◆ PROBLEM TO WORK ON ◆
An exact copy of the data is required. No picture may appear in it.

◆ TASK DATA ◆
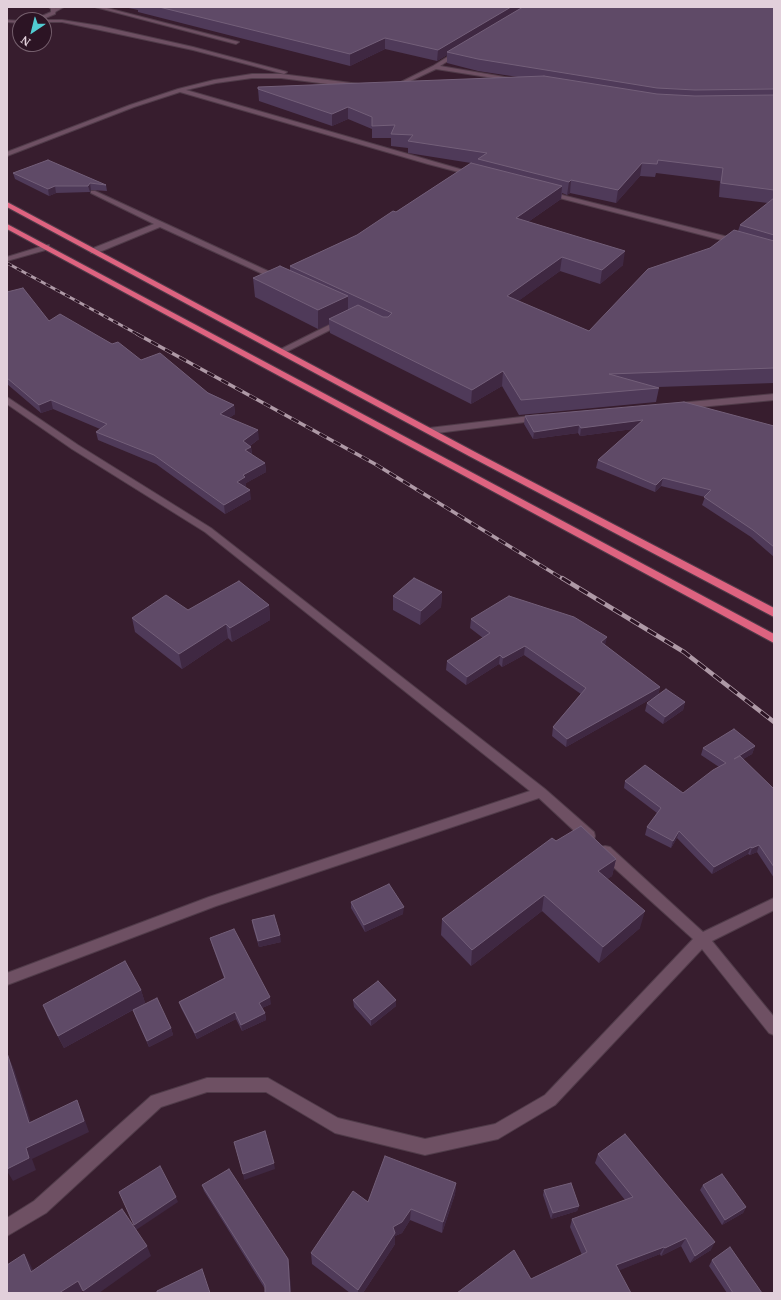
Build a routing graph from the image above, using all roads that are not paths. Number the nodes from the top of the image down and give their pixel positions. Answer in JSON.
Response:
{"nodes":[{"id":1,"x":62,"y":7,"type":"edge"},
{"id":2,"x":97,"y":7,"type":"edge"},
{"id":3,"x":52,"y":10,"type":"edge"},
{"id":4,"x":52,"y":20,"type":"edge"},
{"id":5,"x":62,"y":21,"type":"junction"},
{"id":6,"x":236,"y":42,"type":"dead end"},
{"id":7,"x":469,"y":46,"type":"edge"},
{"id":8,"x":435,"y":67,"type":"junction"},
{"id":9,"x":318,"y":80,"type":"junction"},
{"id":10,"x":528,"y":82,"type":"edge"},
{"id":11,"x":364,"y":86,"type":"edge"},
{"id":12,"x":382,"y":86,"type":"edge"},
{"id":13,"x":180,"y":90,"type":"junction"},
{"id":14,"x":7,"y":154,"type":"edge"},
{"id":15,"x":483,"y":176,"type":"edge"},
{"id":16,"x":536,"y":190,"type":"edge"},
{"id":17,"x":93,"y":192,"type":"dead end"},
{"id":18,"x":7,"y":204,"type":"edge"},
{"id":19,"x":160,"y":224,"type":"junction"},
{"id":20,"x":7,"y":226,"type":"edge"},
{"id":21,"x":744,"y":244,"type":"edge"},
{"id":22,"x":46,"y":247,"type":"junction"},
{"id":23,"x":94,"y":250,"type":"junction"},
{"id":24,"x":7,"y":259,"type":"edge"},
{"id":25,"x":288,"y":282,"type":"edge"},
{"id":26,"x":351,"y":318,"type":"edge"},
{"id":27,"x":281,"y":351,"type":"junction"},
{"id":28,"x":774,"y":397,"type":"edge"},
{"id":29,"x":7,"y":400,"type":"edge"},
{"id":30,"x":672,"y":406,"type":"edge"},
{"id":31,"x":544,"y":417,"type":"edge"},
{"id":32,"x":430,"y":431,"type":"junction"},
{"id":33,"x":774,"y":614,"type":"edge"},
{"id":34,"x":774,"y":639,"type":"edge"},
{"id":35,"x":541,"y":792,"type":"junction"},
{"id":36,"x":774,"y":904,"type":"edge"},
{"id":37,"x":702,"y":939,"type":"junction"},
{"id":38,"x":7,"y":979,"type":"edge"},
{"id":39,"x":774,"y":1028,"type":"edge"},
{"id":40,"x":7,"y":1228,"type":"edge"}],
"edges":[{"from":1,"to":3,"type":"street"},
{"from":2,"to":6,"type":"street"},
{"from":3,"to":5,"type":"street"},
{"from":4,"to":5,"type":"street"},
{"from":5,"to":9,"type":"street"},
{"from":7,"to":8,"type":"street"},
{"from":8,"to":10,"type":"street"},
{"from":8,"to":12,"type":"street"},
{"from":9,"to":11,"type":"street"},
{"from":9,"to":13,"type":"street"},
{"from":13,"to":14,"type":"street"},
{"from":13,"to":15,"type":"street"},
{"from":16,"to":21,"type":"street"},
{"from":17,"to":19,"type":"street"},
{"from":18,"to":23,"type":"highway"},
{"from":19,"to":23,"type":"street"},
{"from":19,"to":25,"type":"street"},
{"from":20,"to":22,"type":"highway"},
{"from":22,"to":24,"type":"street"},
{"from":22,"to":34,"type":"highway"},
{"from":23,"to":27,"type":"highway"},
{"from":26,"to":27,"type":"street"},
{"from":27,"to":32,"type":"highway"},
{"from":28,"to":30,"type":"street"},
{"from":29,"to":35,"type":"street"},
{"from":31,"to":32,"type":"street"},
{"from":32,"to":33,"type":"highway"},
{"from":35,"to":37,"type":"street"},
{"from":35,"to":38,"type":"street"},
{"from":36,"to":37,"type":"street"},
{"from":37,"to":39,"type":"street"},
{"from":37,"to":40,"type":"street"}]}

◆ RESPONSE ◆
Build a routing graph from the image above, using all roads that are not paths. Number the nodes from the top of the image down and give their pixel positions. Answer in JSON.
Response:
{"nodes":[{"id":1,"x":62,"y":7,"type":"edge"},
{"id":2,"x":97,"y":7,"type":"edge"},
{"id":3,"x":52,"y":10,"type":"edge"},
{"id":4,"x":52,"y":20,"type":"edge"},
{"id":5,"x":62,"y":21,"type":"junction"},
{"id":6,"x":236,"y":42,"type":"dead end"},
{"id":7,"x":469,"y":46,"type":"edge"},
{"id":8,"x":435,"y":67,"type":"junction"},
{"id":9,"x":318,"y":80,"type":"junction"},
{"id":10,"x":528,"y":82,"type":"edge"},
{"id":11,"x":364,"y":86,"type":"edge"},
{"id":12,"x":382,"y":86,"type":"edge"},
{"id":13,"x":180,"y":90,"type":"junction"},
{"id":14,"x":7,"y":154,"type":"edge"},
{"id":15,"x":483,"y":176,"type":"edge"},
{"id":16,"x":536,"y":190,"type":"edge"},
{"id":17,"x":93,"y":192,"type":"dead end"},
{"id":18,"x":7,"y":204,"type":"edge"},
{"id":19,"x":160,"y":224,"type":"junction"},
{"id":20,"x":7,"y":226,"type":"edge"},
{"id":21,"x":744,"y":244,"type":"edge"},
{"id":22,"x":46,"y":247,"type":"junction"},
{"id":23,"x":94,"y":250,"type":"junction"},
{"id":24,"x":7,"y":259,"type":"edge"},
{"id":25,"x":288,"y":282,"type":"edge"},
{"id":26,"x":351,"y":318,"type":"edge"},
{"id":27,"x":281,"y":351,"type":"junction"},
{"id":28,"x":774,"y":397,"type":"edge"},
{"id":29,"x":7,"y":400,"type":"edge"},
{"id":30,"x":672,"y":406,"type":"edge"},
{"id":31,"x":544,"y":417,"type":"edge"},
{"id":32,"x":430,"y":431,"type":"junction"},
{"id":33,"x":774,"y":614,"type":"edge"},
{"id":34,"x":774,"y":639,"type":"edge"},
{"id":35,"x":541,"y":792,"type":"junction"},
{"id":36,"x":774,"y":904,"type":"edge"},
{"id":37,"x":702,"y":939,"type":"junction"},
{"id":38,"x":7,"y":979,"type":"edge"},
{"id":39,"x":774,"y":1028,"type":"edge"},
{"id":40,"x":7,"y":1228,"type":"edge"}],
"edges":[{"from":1,"to":3,"type":"street"},
{"from":2,"to":6,"type":"street"},
{"from":3,"to":5,"type":"street"},
{"from":4,"to":5,"type":"street"},
{"from":5,"to":9,"type":"street"},
{"from":7,"to":8,"type":"street"},
{"from":8,"to":10,"type":"street"},
{"from":8,"to":12,"type":"street"},
{"from":9,"to":11,"type":"street"},
{"from":9,"to":13,"type":"street"},
{"from":13,"to":14,"type":"street"},
{"from":13,"to":15,"type":"street"},
{"from":16,"to":21,"type":"street"},
{"from":17,"to":19,"type":"street"},
{"from":18,"to":23,"type":"highway"},
{"from":19,"to":23,"type":"street"},
{"from":19,"to":25,"type":"street"},
{"from":20,"to":22,"type":"highway"},
{"from":22,"to":24,"type":"street"},
{"from":22,"to":34,"type":"highway"},
{"from":23,"to":27,"type":"highway"},
{"from":26,"to":27,"type":"street"},
{"from":27,"to":32,"type":"highway"},
{"from":28,"to":30,"type":"street"},
{"from":29,"to":35,"type":"street"},
{"from":31,"to":32,"type":"street"},
{"from":32,"to":33,"type":"highway"},
{"from":35,"to":37,"type":"street"},
{"from":35,"to":38,"type":"street"},
{"from":36,"to":37,"type":"street"},
{"from":37,"to":39,"type":"street"},
{"from":37,"to":40,"type":"street"}]}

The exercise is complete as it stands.